For the next 12 months, prior to the PCT filing we strongly advise that you contact us prior to submitting any publication. We will then advise you on consequences of publication on patentability and hence marketability value. There may also be aspects of the publication that could be added to the PCT application or patentable in their own right.

Preliminary Marketing

After the initial filing PBL will carry out a preliminary marketing exercise with selected potential partners under confidentiality agreements. This will help to define the potential market and demand for the technology.

PCT Filing

12 months after the initial filing in the UK, then a further filing designating most world-wide countries will be filed under the Patent Cooperation Treaty (PCT). At this stage it is also possible to add new data to the application, provided that this has not already been publicly disclosed.

PCT Publication

The PCT application is published after a further 6 months, a total of 18 months after the initial filing. This is the first point at which the application becomes public, and is available for searching through the various patent databases.

Free to Publish

After the filing of the PCT application, 12 months from the initial filing you are free to publish with no effects on patentability. We would still be keen to see any papers before publication to comment on any aspects relating to IP, or IP that may be generated in the future.

Main Marketing

The main marketing process will usually start after the PCT publication. Detailed descriptions of the technology will be sent to a selected network of company contacts for evaluation, and the technology will be advertised on the website, at international conferences and in one to one meetings with company contacts. To facilitate this process the inventor is usually involved in providing information and pictures, and checking the accuracy of the material sent out. When specific technical questions are asked by the company then these will either be answered by PBL, or the inventor as appropriate. PBL is keen to involve the inventor/scientist during the marketing process as they know the technology better than anyone.

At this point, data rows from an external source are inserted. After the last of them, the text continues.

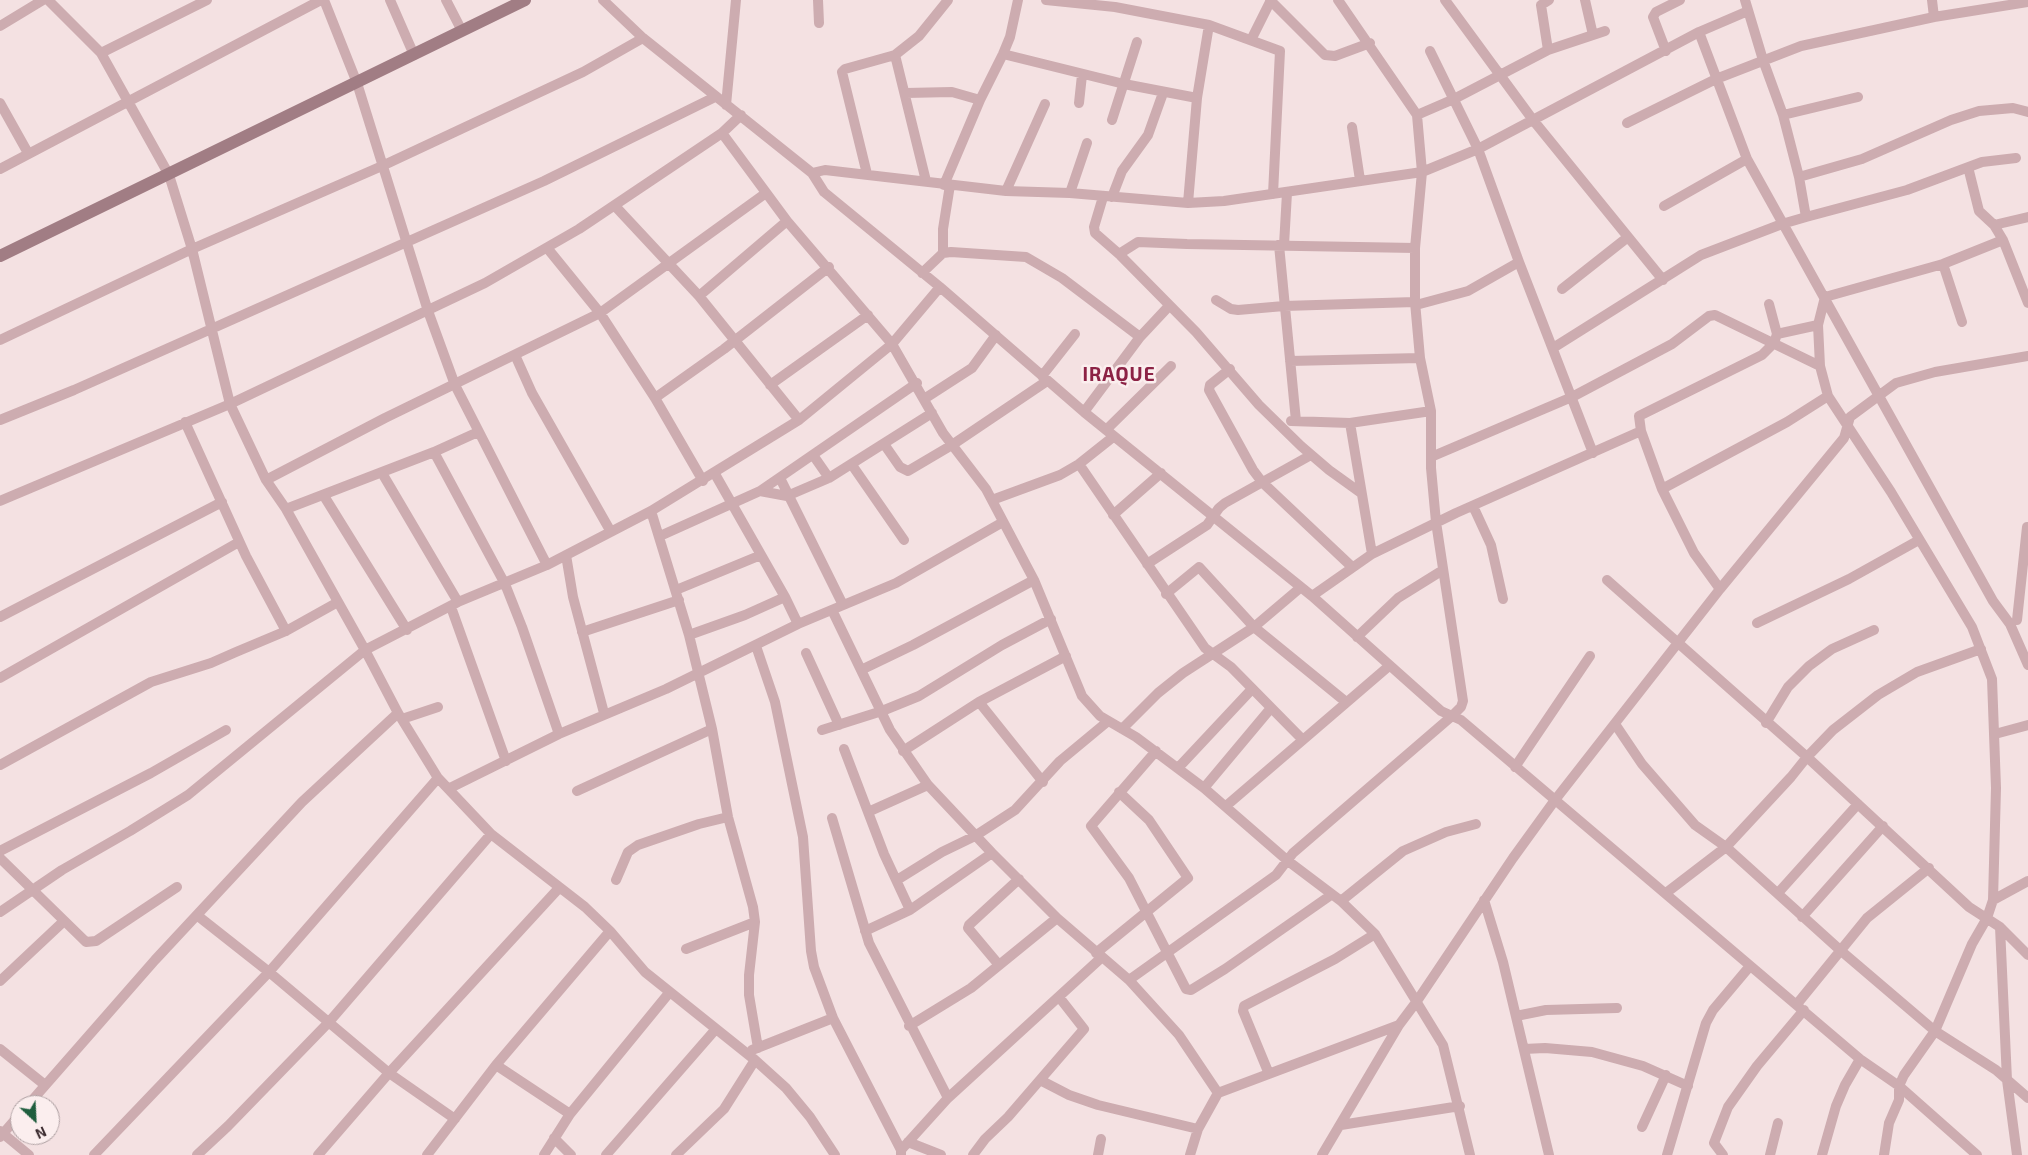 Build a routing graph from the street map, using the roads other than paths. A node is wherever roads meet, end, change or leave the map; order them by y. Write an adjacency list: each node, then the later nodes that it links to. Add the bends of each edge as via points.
1 (43, 0): 28 (street)
2 (48, 0): 41 (street)
3 (207, 0): 41 (street)
4 (322, 0): 49 (street); 58 (street)
5 (390, 0): 44 (street)
6 (446, 0): 30 (street)
7 (525, 0): 30 (street)
8 (603, 0): 34 (street)
9 (736, 0): 62 (street)
10 (818, 0): 27 (street)
11 (948, 0): 43 (street, via 919,36)
12 (1018, 0): 25 (street)
13 (1026, 0): 25 (street)
14 (1046, 0): 29 (street, via 1115,7)
15 (1271, 0): 35 (street); 37 (street, via 1325,55 1335,56)
16 (1338, 0): 37 (street)
17 (1445, 0): 46 (street)
18 (1549, 0): 38 (street, via 1541,5)
19 (1585, 0): 33 (street)
20 (1680, 0): 40 (street, via 1653,16)
21 (1745, 0): 24 (street)
22 (1932, 0): 26 (street)
23 (2028, 2): 26 (street)
24 (1748, 11): 32 (street); 45 (street)
25 (1016, 16): 42 (street)
26 (1934, 17): 45 (street, via 1801,46)
27 (819, 23)
28 (0, 26)
29 (1209, 26): 35 (street); 55 (street)
30 (462, 31): 44 (street)
31 (1605, 31): 33 (street)
32 (1699, 32): 40 (street); 48 (street)
33 (1593, 35): 38 (street)
34 (643, 38): 53 (street); 77 (street, via 583,72)
35 (1251, 40): 92 (street, via 1277,48 1281,54)
36 (1138, 42): 50 (street)
37 (1370, 43): 65 (street)
38 (1548, 50): 46 (street)
39 (1430, 51): 56 (street)
40 (1666, 51): 68 (street)
41 (101, 53): 58 (street)
42 (1003, 54): 47 (street); 57 (street)
43 (895, 55): 51 (street); 82 (street, via 842,72)
44 (414, 56): 49 (street)
45 (1763, 60): 48 (street); 66 (street)
46 (1501, 74): 56 (street); 68 (street)
47 (1082, 75): 50 (street); 60 (street)
48 (1716, 79): 69 (street); 75 (street)
49 (357, 82): 77 (street); 83 (street)
50 (1124, 84): 52 (street); 67 (street)
51 (906, 93): 57 (street, via 952,92); 86 (street)
52 (1163, 93): 55 (street); 93 (street, via 1148,135)
53 (715, 97): 62 (street); 103 (street, via 552,177)
54 (1858, 97): 66 (street)
55 (1197, 98): 94 (street)
56 (1454, 99): 65 (street); 73 (street)
57 (980, 100): 87 (street)
58 (128, 102): 74 (street); 83 (street)
59 (0, 103): 74 (street)
60 (1079, 103)
61 (1045, 104): 88 (street)
62 (726, 105): 64 (street)
63 (2028, 112): 84 (street, via 2014,108 1979,111 1862,159)
64 (741, 115): 71 (street); 81 (street)
65 (1417, 115): 80 (street)
66 (1783, 115): 84 (street)
67 (1112, 120)
68 (1533, 120): 73 (street); 102 (street)
69 (1627, 123)
70 (1352, 127): 85 (street)
71 (722, 133): 90 (street); 95 (street)
72 (1087, 143): 91 (street)
73 (1478, 149): 80 (street); 112 (street)
74 (28, 153): 79 (street)
75 (1747, 158): 96 (street); 100 (street)
76 (2016, 158): 78 (street, via 1991,160)
77 (382, 166): 103 (street); 108 (street)
78 (1968, 167): 97 (street, via 1907,190); 101 (street, via 1979,211)
79 (0, 169)
80 (1422, 172): 85 (street); 106 (street)
81 (812, 173): 82 (street, via 825,170); 116 (street, via 824,192)
82 (868, 174): 86 (street)
83 (170, 175): 108 (street); 111 (street)
84 (1799, 177): 97 (street)
85 (1360, 180): 89 (street)
86 (926, 182): 87 (street)
87 (947, 185): 88 (street); 109 (street)
88 (1006, 191): 91 (street)
89 (1287, 192): 92 (street); 105 (street)
90 (766, 193): 99 (street); 114 (street)
91 (1070, 193): 93 (street)
92 (1273, 194): 94 (street, via 1224,202)
93 (1108, 197): 94 (street); 110 (street, via 1094,230)
94 (1188, 203)
95 (615, 206): 107 (street); 114 (street)
96 (1664, 206)
97 (1806, 217): 100 (street)
98 (2028, 217): 101 (street)
99 (787, 221): 115 (street); 120 (street)
100 (1782, 224): 117 (street, via 1701,254); 121 (street)
101 (1994, 226): 104 (street)
102 (1628, 237): 117 (street); 119 (street)
103 (407, 240): 128 (street); 133 (street)
104 (2003, 240): 113 (street); 123 (street)
105 (1281, 245): 106 (street); 110 (street, via 1138,242); 127 (street)
106 (1415, 248): 124 (street)
107 (548, 249): 128 (street); 129 (street)
108 (192, 250): 133 (street); 138 (street)
109 (943, 253): 116 (street); 136 (street, via 1026,257 1062,278)
110 (1119, 254): 126 (street)
111 (0, 256)
112 (1519, 262): 124 (street, via 1463,293); 141 (street)
113 (1943, 264): 121 (street); 131 (street)
114 (669, 265): 120 (street); 129 (street)
115 (828, 268): 130 (street); 139 (street)
116 (922, 273): 118 (street)
117 (1663, 280): 141 (street)
118 (940, 287): 135 (street); 140 (street)
119 (1562, 290)
120 (699, 296): 139 (street)
121 (1825, 296): 132 (street); 153 (street)
122 (1216, 300): 127 (street, via 1233,310)
123 (2028, 303)
124 (1416, 304): 127 (street); 144 (street)
125 (1769, 304): 137 (street)
126 (1169, 306): 136 (street); 148 (street)
127 (1284, 306): 145 (street)
128 (428, 311): 150 (street); 158 (street)
129 (600, 313): 142 (street); 155 (street)
130 (868, 315): 140 (street); 152 (street)
131 (1962, 322)
132 (1818, 325): 137 (street); 147 (street)
133 (212, 328): 158 (street); 162 (street)
134 (1074, 334): 149 (street)
135 (996, 335): 149 (street); 157 (street, via 972,368)
136 (1140, 337): 160 (street)
137 (1776, 338): 147 (street); 156 (street, via 1715,315 1709,316 1672,344); 169 (street, via 1762,356 1639,416)
138 (0, 340)
139 (735, 340): 152 (street); 155 (street)
140 (892, 344): 151 (street); 163 (street)
141 (1553, 348): 156 (street)
142 (515, 355): 150 (street); 206 (street, via 532,393)
143 (2028, 356): 153 (street, via 1935,372 1896,383)
144 (1420, 358): 145 (street); 159 (street)
145 (1290, 361): 164 (street)
146 (1171, 366): 171 (street)
147 (1820, 366): 154 (street)
148 (1230, 369): 167 (street); 188 (street, via 1210,385 1209,390)
149 (1044, 378): 160 (street); 173 (street)
150 (455, 384): 170 (street); 186 (street)
151 (917, 384): 157 (street); 177 (street)
152 (770, 385): 163 (street)
153 (1880, 394): 166 (street); 235 (street, via 1993,600)
154 (1828, 396): 166 (street); 189 (street, via 1787,422)
155 (655, 398): 187 (street)
156 (1572, 398): 175 (street); 178 (street)
157 (924, 399): 161 (street)
158 (230, 404): 165 (street); 186 (street)
159 (1430, 411): 168 (street); 178 (street)
160 (1084, 412): 171 (street)
161 (932, 413): 172 (street); 173 (street)
162 (0, 420)
163 (799, 420): 183 (street)
164 (1296, 420): 167 (street); 168 (street)
165 (185, 422): 195 (street); 196 (street)
166 (1847, 422): 209 (street); 222 (street, via 1844,438)
167 (1280, 423): 176 (street)
168 (1350, 423): 191 (street)
169 (1641, 431): 175 (street); 189 (street)
170 (478, 432): 174 (street); 215 (street)
171 (1110, 433): 179 (street); 182 (street)
172 (884, 444): 173 (street, via 900,468 906,471); 180 (street)
173 (952, 445): 194 (street)
174 (434, 452): 181 (street); 220 (street)
175 (1594, 453): 198 (street)
176 (1311, 455): 188 (street); 191 (street)
177 (813, 456): 184 (street); 185 (street)
178 (1431, 456): 204 (street)
179 (1079, 464): 194 (street, via 1060,475); 201 (street)
180 (852, 465): 185 (street); 208 (street)
181 (382, 473): 192 (street); 229 (street)
182 (1161, 473): 201 (street); 202 (street)
183 (715, 474): 187 (street); 197 (street)
184 (780, 478): 190 (street); 193 (street)
185 (830, 478): 193 (street)
186 (266, 480): 199 (street)
187 (704, 481): 200 (street)
188 (1262, 482): 202 (street, via 1219,508); 216 (street)
189 (1662, 489): 222 (street, via 1694,552)
190 (760, 491): 193 (street); 197 (street)
191 (1361, 493): 211 (street)
192 (324, 496): 199 (street); 239 (street)
193 (788, 496): 230 (street)
194 (992, 500): 203 (street)
195 (0, 501)
196 (222, 502): 210 (street); 233 (street)
197 (731, 504): 207 (street); 213 (street)
198 (1473, 506): 204 (street); 227 (street, via 1491,546)
199 (286, 510): 228 (street)
200 (651, 511): 206 (street); 207 (street)
201 (1113, 515): 214 (street)
202 (1213, 517): 214 (street, via 1207,525); 221 (street)
203 (1003, 522): 218 (street); 230 (street, via 896,583)
204 (1436, 522): 211 (street); 217 (street)
205 (2027, 527): 235 (street)
206 (611, 532): 212 (street)
207 (660, 536): 224 (street)
208 (904, 540)
209 (1919, 540): 236 (street, via 1849,579); 247 (street, via 1972,627)
210 (239, 542): 241 (street); 257 (street)
211 (1372, 554): 216 (street)
212 (566, 555): 215 (street); 242 (street)
213 (761, 556): 224 (street); 225 (street)
214 (1146, 564): 223 (street)
215 (547, 565): 220 (street)
216 (1352, 566): 226 (street)
217 (1443, 570): 244 (street, via 1398,598); 266 (street, via 1464,693 1461,707)
218 (1034, 580): 234 (street); 255 (street)
219 (1607, 580): 245 (street)
220 (505, 584): 229 (street); 276 (street)
221 (1300, 588): 226 (street); 238 (street)
222 (1720, 589): 245 (street)
223 (1166, 594): 238 (street, via 1199,567); 250 (street, via 1205,648)
224 (677, 595): 242 (street); 243 (street)
225 (785, 596): 237 (street); 243 (street, via 745,615)
226 (1312, 596): 244 (street)
227 (1503, 599)
228 (338, 602): 241 (street); 248 (street)
229 (454, 604): 239 (street); 283 (street)
230 (843, 605): 231 (street)
231 (832, 610): 237 (street); 255 (street)
232 (2028, 616): 235 (street)
233 (0, 617)
234 (1051, 619): 251 (street); 263 (street, via 920,696)
235 (2013, 622): 253 (street)
236 (1757, 623)
237 (798, 624): 246 (street)
238 (1254, 627): 250 (street); 260 (street)
239 (407, 630): 248 (street)
240 (1874, 630): 268 (street, via 1832,649 1809,666 1788,687)
241 (286, 631): 284 (street, via 211,663 150,682)
242 (582, 632): 264 (street)
243 (689, 635): 256 (street)
244 (1357, 637): 254 (street)
245 (1677, 644): 268 (street); 269 (street)
246 (756, 646): 256 (street); 352 (street, via 775,702 790,772 803,837 811,951)
247 (1981, 649): 277 (street, via 1992,679); 282 (street, via 1917,672 1878,695 1833,730)
248 (365, 650): 265 (street); 316 (street, via 188,795)
249 (806, 653): 270 (street)
250 (1214, 653): 258 (street); 273 (street, via 1158,693)
251 (1066, 656): 259 (street); 267 (street, via 1082,696)
252 (1590, 656): 285 (street)
253 (2028, 664)
254 (1390, 666): 260 (street); 266 (street, via 1441,711)
255 (861, 670): 263 (street)
256 (698, 674): 264 (street); 272 (street)
257 (0, 678)
258 (1252, 689): 262 (street); 286 (street)
259 (979, 702): 280 (street); 288 (street)
260 (1346, 702): 278 (street)
261 (438, 708): 265 (street)
262 (1271, 708): 278 (street); 291 (street)
263 (882, 712): 270 (street); 280 (street)
264 (604, 713): 276 (street)
265 (400, 716): 287 (street); 326 (street, via 302,802)
266 (1452, 716): 285 (street, via 1461,720); 308 (street, via 1329,820)
267 (1107, 722): 273 (street); 288 (street, via 1082,742)
268 (1766, 723): 282 (street)
269 (1615, 724): 294 (street); 304 (street, via 1642,764 1695,825)
270 (839, 725): 275 (street)
271 (2028, 725): 277 (street)
272 (712, 729): 292 (street); 298 (street)
273 (1122, 729): 281 (street)
274 (226, 730): 305 (street, via 151,773)
275 (822, 730)
276 (559, 734): 283 (street)
277 (1994, 734): 321 (street)
278 (1302, 739): 296 (street)
279 (844, 749): 297 (street)
280 (903, 751): 289 (street)
281 (1156, 751): 286 (street); 293 (street)
282 (1806, 757): 295 (street); 304 (street)
283 (506, 761): 290 (street)
284 (0, 765)
285 (1515, 767): 294 (street)
286 (1178, 768): 291 (street)
287 (438, 778): 290 (street); 343 (street)
288 (1043, 782): 303 (street, via 1015,810)
289 (928, 784): 297 (street); 303 (street)
290 (450, 788): 302 (street)
291 (1204, 788): 296 (street)
292 (577, 791)
293 (1119, 792): 324 (street, via 1091,826 1129,878); 324 (street, via 1148,820 1188,876)
294 (1555, 800): 317 (street); 320 (street)
295 (1858, 804): 301 (street); 318 (street)
296 (1226, 806): 308 (street)
297 (868, 812): 312 (street)
298 (728, 816): 311 (street, via 638,846 628,852); 331 (street)
299 (832, 818): 334 (street)
300 (1476, 824): 322 (street, via 1446,832 1403,851)
301 (1883, 826): 309 (street); 327 (street)
302 (491, 834): 315 (street); 353 (street)
303 (975, 836): 306 (street); 312 (street)
304 (1726, 847): 317 (street); 318 (street)
305 (0, 851)
306 (992, 853): 310 (street); 323 (street)
307 (0, 858): 316 (street)
308 (1288, 861): 319 (street); 338 (street, via 1276,875)
309 (1929, 868): 329 (street, via 1969,906); 337 (street, via 1867,918)
310 (1019, 879): 328 (street); 341 (street, via 968,928)
311 (616, 880)
312 (897, 880): 323 (street)
313 (2028, 880): 321 (street)
314 (177, 887): 330 (street, via 92,943 86,942)
315 (559, 888): 333 (street); 365 (street)
316 (32, 890): 325 (street); 330 (street)
317 (1666, 893): 342 (street)
318 (1778, 893): 327 (street)
319 (1331, 895): 322 (street); 338 (street, via 1191,990 1186,989)
320 (1484, 900): 348 (street); 351 (street)
321 (1993, 900): 329 (street)
322 (1341, 901): 335 (street)
323 (910, 910): 334 (street)
324 (1146, 910): 338 (street); 340 (street)
325 (0, 912)
326 (198, 916): 343 (street); 370 (street)
327 (1802, 917): 337 (street)
328 (1057, 918): 340 (street); 341 (street)
329 (1987, 918): 332 (street); 357 (street, via 1972,944)
330 (64, 921): 345 (street)
331 (755, 922): 336 (street); 358 (street, via 749,995)
332 (2000, 928): 339 (street); 369 (street)
333 (610, 931): 346 (street, via 645,972); 364 (street)
334 (865, 931): 355 (street)
335 (1375, 934): 348 (street); 366 (street, via 1335,959 1244,1006 1243,1011)
336 (686, 950)
337 (1840, 950): 349 (street); 357 (street)
338 (1168, 953): 344 (street)
339 (2028, 955)
340 (1099, 956): 344 (street); 347 (street)
341 (999, 965): 355 (street, via 971,988)
342 (1750, 966): 349 (street); 371 (street, via 1713,1010)
343 (269, 972): 353 (street); 390 (street)
344 (1129, 980): 373 (street, via 1179,1035)
345 (0, 981)
346 (669, 993): 356 (street); 378 (street)
347 (1059, 997): 368 (street, via 1084,1030); 375 (street)
348 (1417, 1001): 354 (street); 377 (street, via 1443,1045)
349 (1800, 1007): 362 (street); 407 (street, via 1728,1107 1714,1144)
350 (1617, 1008): 351 (street, via 1546,1010)
351 (1516, 1016): 359 (street)
352 (832, 1018): 358 (street); 388 (street)
353 (329, 1022): 365 (street); 391 (street)
354 (1398, 1025): 366 (street); 382 (street)
355 (910, 1026): 375 (street)
356 (716, 1030): 361 (street); 396 (street)
357 (1935, 1031): 369 (street); 372 (street)
358 (758, 1048): 361 (street)
359 (1524, 1049): 367 (street, via 1592,1052); 405 (street)
360 (0, 1050): 370 (street)
361 (746, 1052): 363 (street)
362 (1860, 1059): 372 (street); 409 (street, via 1836,1106)
363 (755, 1060): 397 (street, via 724,1109); 398 (street, via 786,1088)
364 (496, 1065): 378 (street); 379 (street)
365 (389, 1073): 379 (street); 392 (street)
366 (1269, 1074): 373 (street)
367 (1666, 1076): 371 (street); 383 (street)
368 (1040, 1080): 384 (street, via 1063,1093); 400 (street)
369 (2007, 1080): 376 (street); 412 (street)
370 (45, 1085): 374 (street)
371 (1688, 1086): 406 (street)
372 (1899, 1086): 410 (street, via 1899,1100 1889,1124); 411 (street)
373 (1218, 1094): 384 (street)
374 (36, 1095)
375 (948, 1098): 388 (street)
376 (2028, 1098)
377 (1460, 1106): 382 (street); 404 (street)
378 (570, 1114): 386 (street)
379 (455, 1119): 393 (street)
380 (1778, 1123): 408 (street)
381 (10, 1125): 385 (street)
382 (1341, 1125): 403 (street)
383 (1642, 1127)
384 (1198, 1130): 402 (street)
385 (1, 1134): 389 (street)
386 (554, 1138): 394 (street); 395 (street)
387 (1101, 1139): 401 (street)
388 (903, 1149): 399 (street)
389 (30, 1155)
390 (94, 1155)
391 (197, 1155)
392 (318, 1155)
393 (427, 1155)
394 (544, 1155)
395 (571, 1155)
396 (606, 1155)
397 (676, 1155)
398 (835, 1155)
399 (941, 1155)
400 (973, 1155)
401 (1098, 1155)
402 (1190, 1155)
403 (1322, 1155)
404 (1470, 1155)
405 (1549, 1155)
406 (1667, 1155)
407 (1723, 1155)
408 (1770, 1155)
409 (1822, 1155)
410 (1884, 1155)
411 (1978, 1155)
412 (2017, 1155)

Once a company has decided that it is interested in a technology, then PBL will negotiate a contract in order to maximise value obtained for the technology. The deal will usually involve licensing, but may involve other forms of venture, such as start-up companies, or equity stakes as appropriate. With its track record of successful deals PBL is in a unique position to determine the most appropriate route to market and the value of a technology. We are also in a position to package technologies together due to our strong technology portfolio. The deal will often involve supplying available materials to the licensing partner to speed up the commercialisation process, and this will be discussed with you to see what is available.

Possible Revenues

It is always our intention to generate some revenue early on in any agreement. However, some of this will be used to cover external patent costs which can be significant especially at the stage of national filing. Long term value is an important part of any deal as this is where the potential to generate significant revenue usually lies. As part of its policy of only taking on high quality science, PBL will expect to generate revenue from every technology that it adopts. This focuses on quality and revenue generation.

National Filing

After 30 months the national filing strategy is decided, based on the potential value of the technology and the early success of the marketing strategy. Countries are chosen to maximise coverage in potential markets while minimising costs, which can be considerable at this stage. The patent application will then be translated and sent for examination in individual country patent offices.

Patents Granted

Once sent to the national patent offices the application is examined as to its patentability and questions raised by the patent office will be answered. After consideration the patent office will grant a patent based on those claims in the application that are valid. This process can take some considerable time, and can be 5-7 years after the original application.